WORK INSTRUCTION: Omitting the pictures, output all of the records precisely as written.

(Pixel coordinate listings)
━━━━━━━━━━━━━━━━

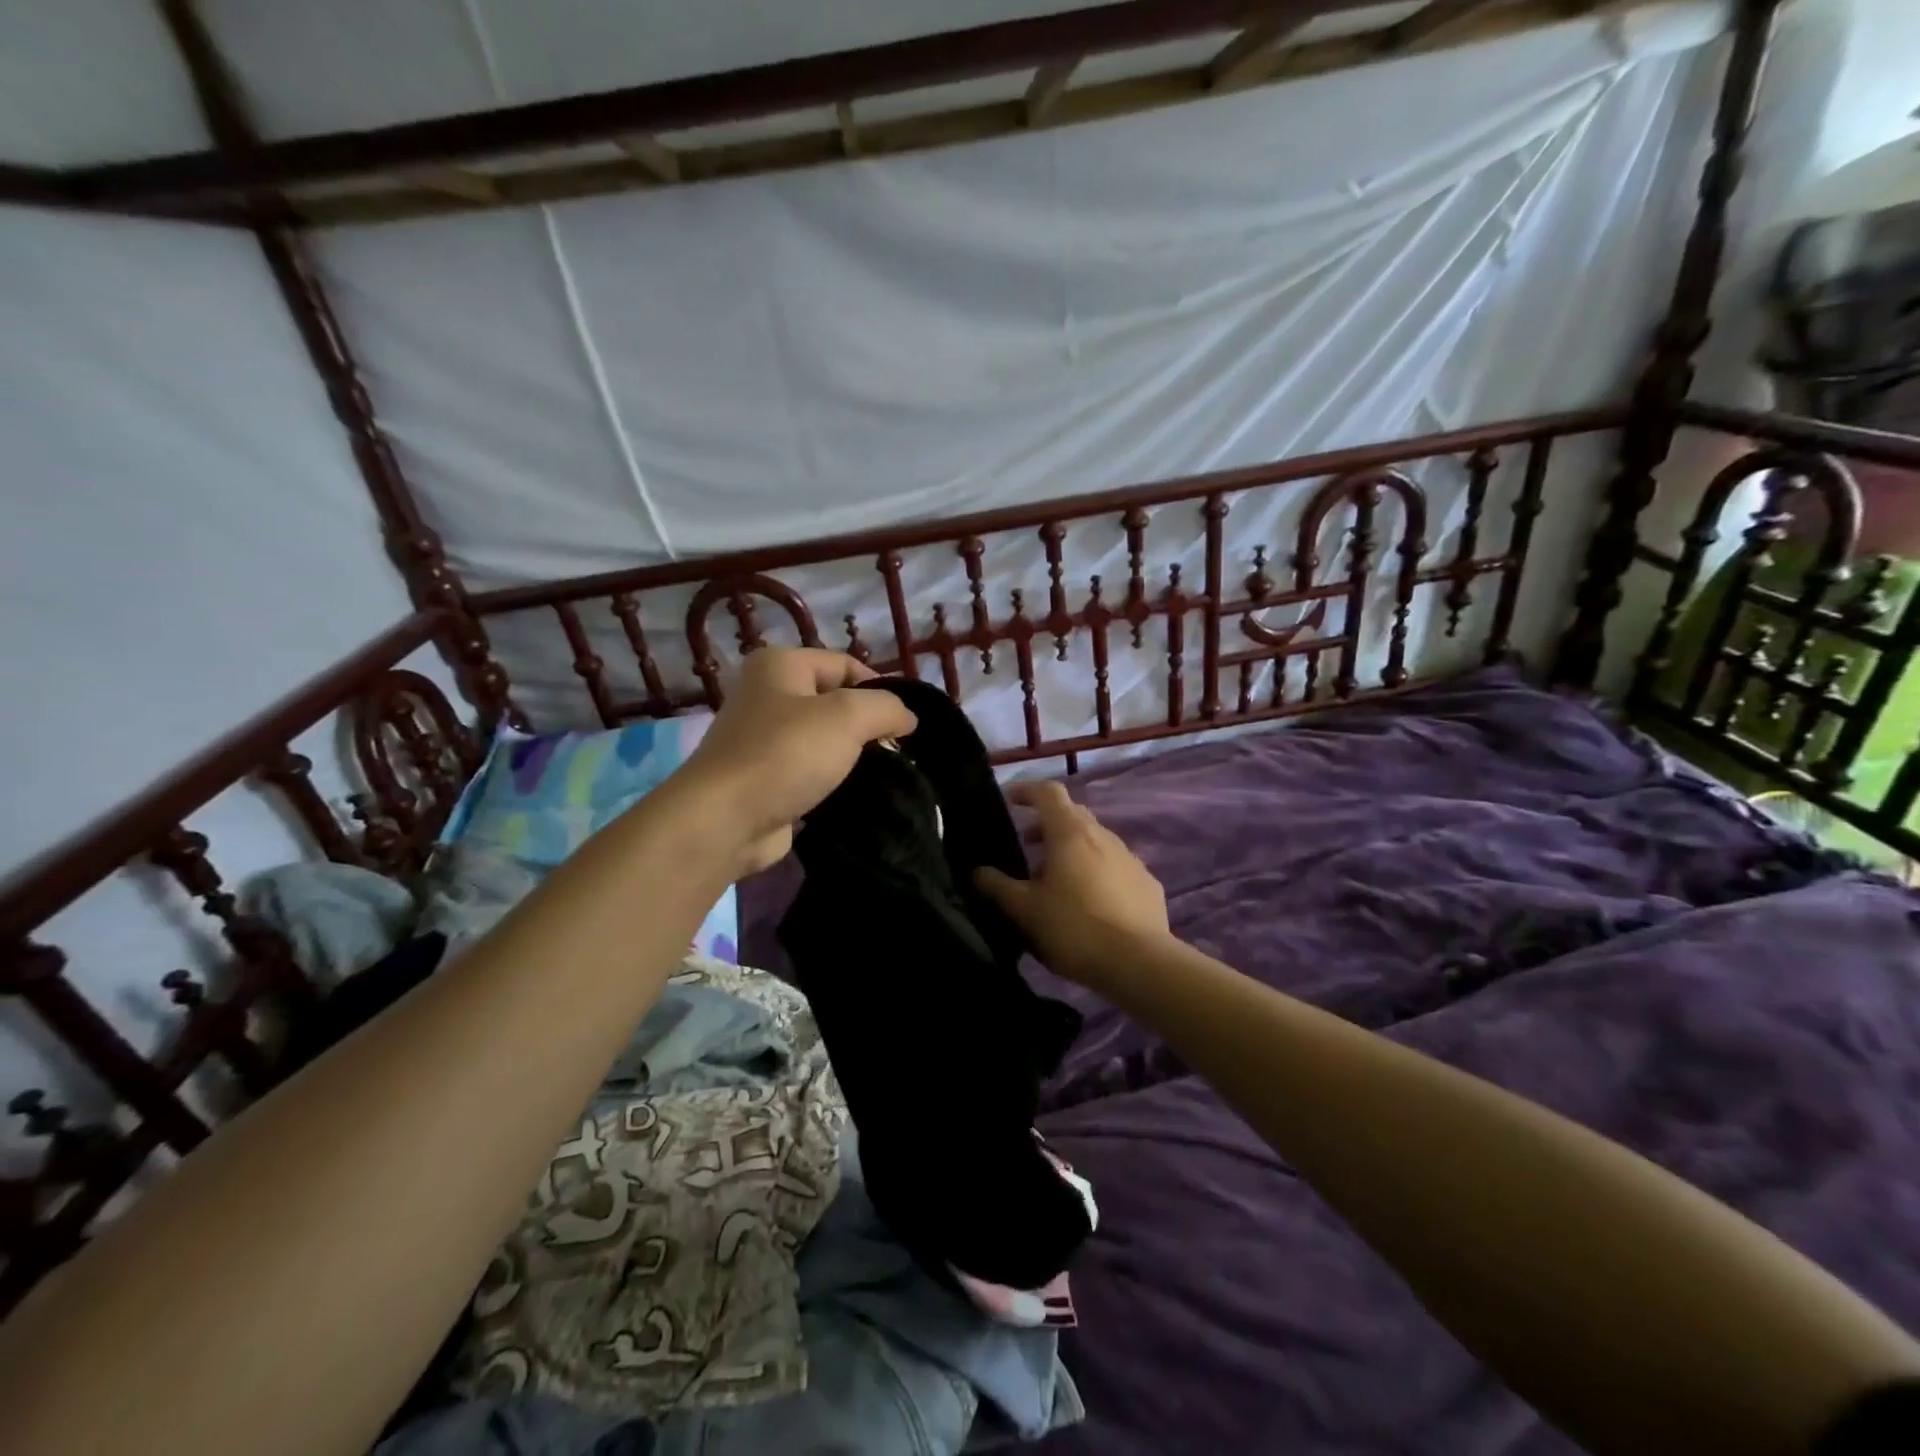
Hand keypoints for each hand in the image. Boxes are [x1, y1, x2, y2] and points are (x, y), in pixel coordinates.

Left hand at [677, 648, 916, 876]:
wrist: (725, 821)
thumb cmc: (786, 754)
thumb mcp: (848, 716)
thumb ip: (887, 707)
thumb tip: (907, 718)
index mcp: (780, 666)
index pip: (845, 665)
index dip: (880, 689)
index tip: (906, 724)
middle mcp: (767, 696)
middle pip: (834, 703)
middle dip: (867, 726)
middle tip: (898, 752)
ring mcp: (763, 741)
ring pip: (824, 742)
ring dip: (852, 758)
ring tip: (884, 777)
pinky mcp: (765, 781)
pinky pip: (810, 774)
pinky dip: (832, 784)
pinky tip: (855, 798)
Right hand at [975, 781, 1169, 986]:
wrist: (1139, 963)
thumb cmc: (1074, 928)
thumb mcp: (1025, 911)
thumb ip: (998, 887)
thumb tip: (978, 871)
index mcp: (1070, 834)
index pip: (1049, 793)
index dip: (1027, 791)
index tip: (1011, 801)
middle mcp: (1103, 837)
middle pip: (1073, 815)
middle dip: (1047, 825)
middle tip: (1027, 845)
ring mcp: (1130, 859)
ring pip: (1096, 842)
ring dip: (1072, 851)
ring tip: (1055, 882)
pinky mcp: (1147, 884)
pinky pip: (1116, 867)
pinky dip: (1097, 873)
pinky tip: (1091, 903)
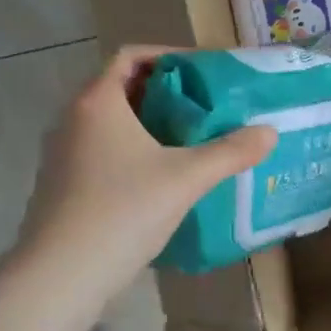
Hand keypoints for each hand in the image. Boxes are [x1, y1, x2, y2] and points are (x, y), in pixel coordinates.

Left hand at [12, 45, 277, 309]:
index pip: (131, 55)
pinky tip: (160, 179)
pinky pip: (102, 151)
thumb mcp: (185, 179)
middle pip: (122, 87)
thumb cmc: (122, 211)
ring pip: (111, 123)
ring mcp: (62, 153)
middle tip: (206, 109)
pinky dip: (132, 151)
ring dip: (149, 124)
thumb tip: (269, 132)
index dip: (170, 57)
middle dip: (166, 93)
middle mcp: (73, 118)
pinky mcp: (62, 184)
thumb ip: (230, 152)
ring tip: (190, 142)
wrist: (60, 275)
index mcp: (97, 101)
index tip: (204, 73)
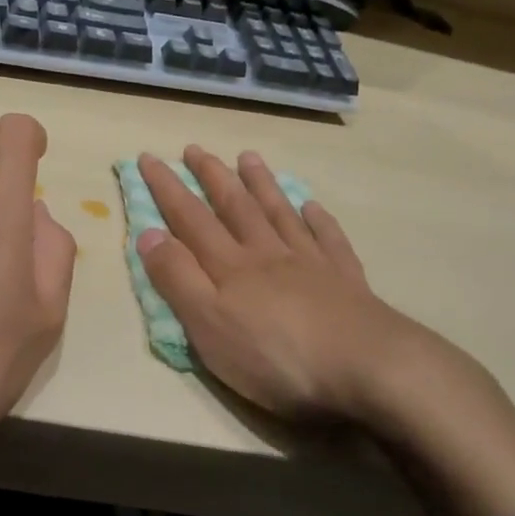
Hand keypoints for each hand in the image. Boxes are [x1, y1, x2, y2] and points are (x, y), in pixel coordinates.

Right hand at [136, 146, 484, 424]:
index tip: (148, 158)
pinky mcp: (346, 280)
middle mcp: (267, 253)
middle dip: (211, 176)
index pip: (190, 218)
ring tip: (248, 158)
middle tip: (195, 148)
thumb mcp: (209, 325)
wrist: (366, 367)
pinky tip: (312, 206)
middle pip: (235, 206)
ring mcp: (310, 263)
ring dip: (261, 184)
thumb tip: (147, 233)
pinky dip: (317, 219)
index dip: (167, 188)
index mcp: (230, 266)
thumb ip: (177, 279)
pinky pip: (329, 238)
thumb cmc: (276, 355)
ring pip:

━━━━━━━━━━━━━━━━

RESULT:
Hand keypoints for each hand in the image. Boxes are [x1, y1, x2, y2] and points are (x, y), in pixel coordinates.

Left hand at [677, 648, 916, 876]:
wrist: (725, 821)
thumb cmc: (786, 754)
thumb mcp: (848, 716)
thumb ip: (887, 707)
thumb tip: (907, 718)
index mcp: (780, 666)
index pip: (845, 665)
index dip: (880, 689)
index tip: (906, 724)
middle mcp: (767, 696)
middle pip: (834, 703)
middle dip: (867, 726)
middle tip: (898, 752)
ring mcp: (763, 741)
ring pip: (824, 742)
ring dip: (852, 758)
ring tip: (884, 777)
pinky mcp: (765, 781)
pinky pip: (810, 774)
pinky dip: (832, 784)
pinky tip: (855, 798)
Right hand at [975, 781, 1169, 986]:
wrist: (1139, 963)
thumb cmc: (1074, 928)
thumb mcp: (1025, 911)
thumb ip: (998, 887)
thumb tip: (978, 871)
index mcp: (1070, 834)
index pip: (1049, 793)
index dip: (1027, 791)
index tip: (1011, 801)
middle mcp: (1103, 837)
middle pip: (1073, 815)
middle dip: (1047, 825)
middle tip: (1027, 845)
ring mcp: (1130, 859)
ring pip: (1096, 842)
ring dip: (1072, 851)
ring tip: (1055, 882)
pinky mcp: (1147, 884)
pinky pip: (1116, 867)
pinky dip: (1097, 873)
pinky tip: (1091, 903)
Hand keypoints for each hand in the image. Boxes are [x1, y1, x2, y2] and points are (x, y), in pixel coordinates.

Left hand at [12, 45, 277, 309]:
index pip: (131, 55)
pinky tip: (160, 179)
pinky pip: (102, 151)
thumb mcp: (185, 179)
middle pip: (122, 87)
thumb cmc: (122, 211)
ring pip: (111, 123)
ring mcp: (62, 153)
middle tip: (206, 109)
pinky dip: (132, 151)
ring dip: (149, 124)
thumb tip: (269, 132)
index dip: (170, 57)
middle dip: (166, 93)
middle mcp: (73, 118)
pinky mcp: (62, 184)
thumb ip: (230, 152)
ring tip: (190, 142)
wrist: (60, 275)
index mcp: (97, 101)
index tip: (204, 73)
Hand keypoints for each hand in the image. Boxes are [x1, y1, x2, y2] and points are (x, y), in pixel coordinates.

Right hand at [136, 146, 484, 424]:
index tip: (148, 158)
pinky mcp: (346, 280)
middle mcp: (267, 253)
middle dip: (211, 176)
index pip: (190, 218)
ring tip: (248, 158)
middle tip: (195, 148)
thumb mcp: (209, 325)
wrist: (366, 367)
pinky tip: (312, 206)
middle pip: (235, 206)
ring mcp: (310, 263)
ring dip: (261, 184)
thumb tip: (147, 233)
pinky dip: (317, 219)
index dip: (167, 188)
index mcp: (230, 266)
thumb ip: (177, 279)
pinky pip: (329, 238)
thumb cmc: (276, 355)
ring pip:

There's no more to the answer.